SVG Coordinate Systems and Units – SVG Viewport and Viewbox

All SVG content is drawn inside SVG viewports. Every SVG viewport defines a drawing region characterized by size (width, height), and an origin, measured in abstract user units. ( W3C)

The canvas is the space or area where all SVG elements are drawn. This area can be considered infinite, and the SVG image can be any size. The SVG document describes a two-dimensional object that can have endless coordinates, both in the positive and negative directions along the X and Y axes. We are not limited in the space when we are drawing. However, the size of the screen narrows the viewing area of the image on it. This visible area is named the viewport.

SVG Viewport

All SVG content must be displayed inside the viewport that defines an area on the canvas, characterized by size and a point of origin. The default origin is (0,0).

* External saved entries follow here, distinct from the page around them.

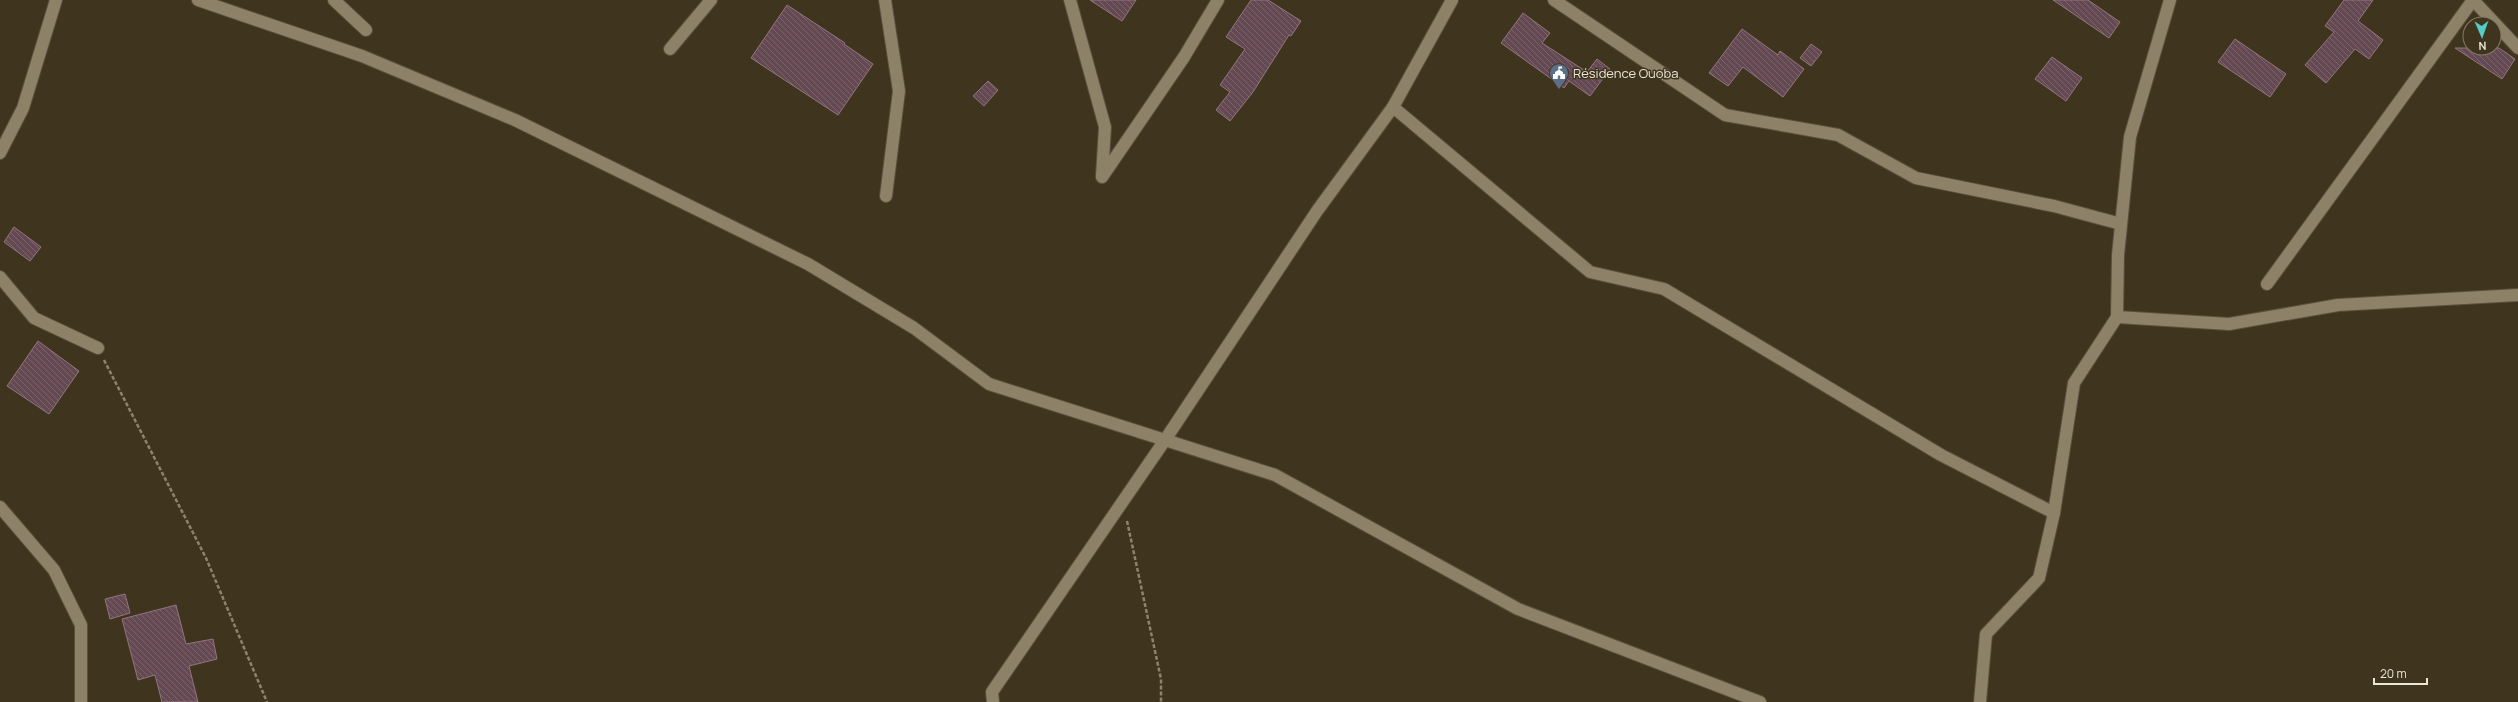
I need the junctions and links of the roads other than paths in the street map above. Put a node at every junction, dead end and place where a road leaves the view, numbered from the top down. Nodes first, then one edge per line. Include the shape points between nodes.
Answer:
1 (56, 0) edge
2 (198, 0) edge
3 (334, 0) edge
4 (711, 0) edge
5 (885, 0) edge
6 (1070, 0) edge
7 (1218, 0) edge
8 (1452, 0) edge
9 (1554, 0) edge
10 (2170, 0) edge
11 (2473, 0) edge
12 (366, 30) dead end
13 (2518, 48) edge
14 (670, 49) dead end
15 (1393, 107) junction
16 (0, 153) edge
17 (886, 196) dead end
18 (2121, 224) junction
19 (0, 277) edge
20 (2268, 284) dead end
21 (2518, 295) edge
22 (2117, 317) junction
23 (98, 348) road end
24 (1165, 440) junction
25 (0, 507) edge
26 (2054, 513) junction
27 (81, 702) edge
28 (993, 702) edge
29 (1760, 702) edge
30 (1980, 702) edge

1 - 16 street via 23,108
2 - 24 street via 362,56 515,120 808,264 914,328 989,384
3 - 12 street
4 - 14 street
5 - 17 street via 899,91
6 - 7 street via 1105,127 1102,177 1184,57
8 - 15 street
9 - 18 street via 1725,115 1838,134 1916,178 2054,206
10 - 18 street via 2130,137
11 - 13 street
11 - 20 street
15 - 24 street via 1317,212
15 - 26 street via 1590,272 1664,289 1941,454
18 - 22 street
19 - 23 street via 34,318
21 - 22 street via 2338,304 2229,324
22 - 26 street via 2074,383
24 - 28 street via 992,692
24 - 29 street via 1275,475 1518,609
25 - 27 street via 54,570 81,625
26 - 30 street via 2039,578 1986,634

Scope of the viewport sets using the width and height attributes on the outermost <svg> element.

1    <svg width="900" height="500" xmlns="">
2    </svg>

The above code shows how to set the width and height of the SVG viewport. The picture can be seen through the 900×500 pixels “window”. Such a viewport is named the initial viewport.

Text “The canvas and initial viewport”

User Coordinate System and SVG Units

Let’s examine how SVG represents the positions and sizes of objects for drawing.

The default coordinate system in SVG is much the same as in HTML. It works like a two-dimensional x-y plane. The initial SVG coordinate system sets in the initial SVG viewport with the point of origin (0,0) in the top left corner. The positive x-direction being to the right, and the positive y-direction being to the bottom. For specifying (x, y) coordinates, width and height values, you can use cm, mm, in, em, ex, pt, pc, and px. The default SVG units are pixels.

We have to differentiate the initial SVG coordinate system and the user SVG coordinate system of the viewport. The main outermost <svg> element has a viewBox attribute. If this attribute is not given, then the user coordinate system is the same as the initial coordinate system.

The viewBox attribute sets a user coordinate system, which may not be the same as the initial one. The viewBox takes four parameters:

min-x, min-y – the x and y coordinates of top left corner of the viewBox,

width, height – the width and height of the viewBox.

Attribute values must be placed inside quotes: viewBox= “min-x min-y width height”.

The viewport is like a window you look through to see an SVG’s content. The viewBox is also similar to the viewport, and it can be used for zooming. Consider an example:

1    <svg width="900" height="500" viewBox="220 125 450 250" xmlns="">
2    </svg>

According to a code snippet, viewBox defines a specific canvas area, covering a rectangular with the origin point (220,125), the width=450 and the height=250. Then the SVG image is cropped to that area and scaled up to fill the entire viewport.

Text “Initial viewport and user viewbox”

The figure on the left shows the infinite SVG document canvas, initial SVG viewport and user viewBox. The figure on the right illustrates the result of the viewBox attribute applying.

As a result of the viewBox attribute using, the user coordinate system unit became equal to two units of the initial viewport. The scaling took place. Changing the parameters of the viewBox attribute allows you to scale, fragment, and move the original image along the coordinate axes. In addition, the SVG coordinate system can be rotated, skewed, and flipped. More details are in the Basic SVG Transformations section and on SVG 2.0 W3C page.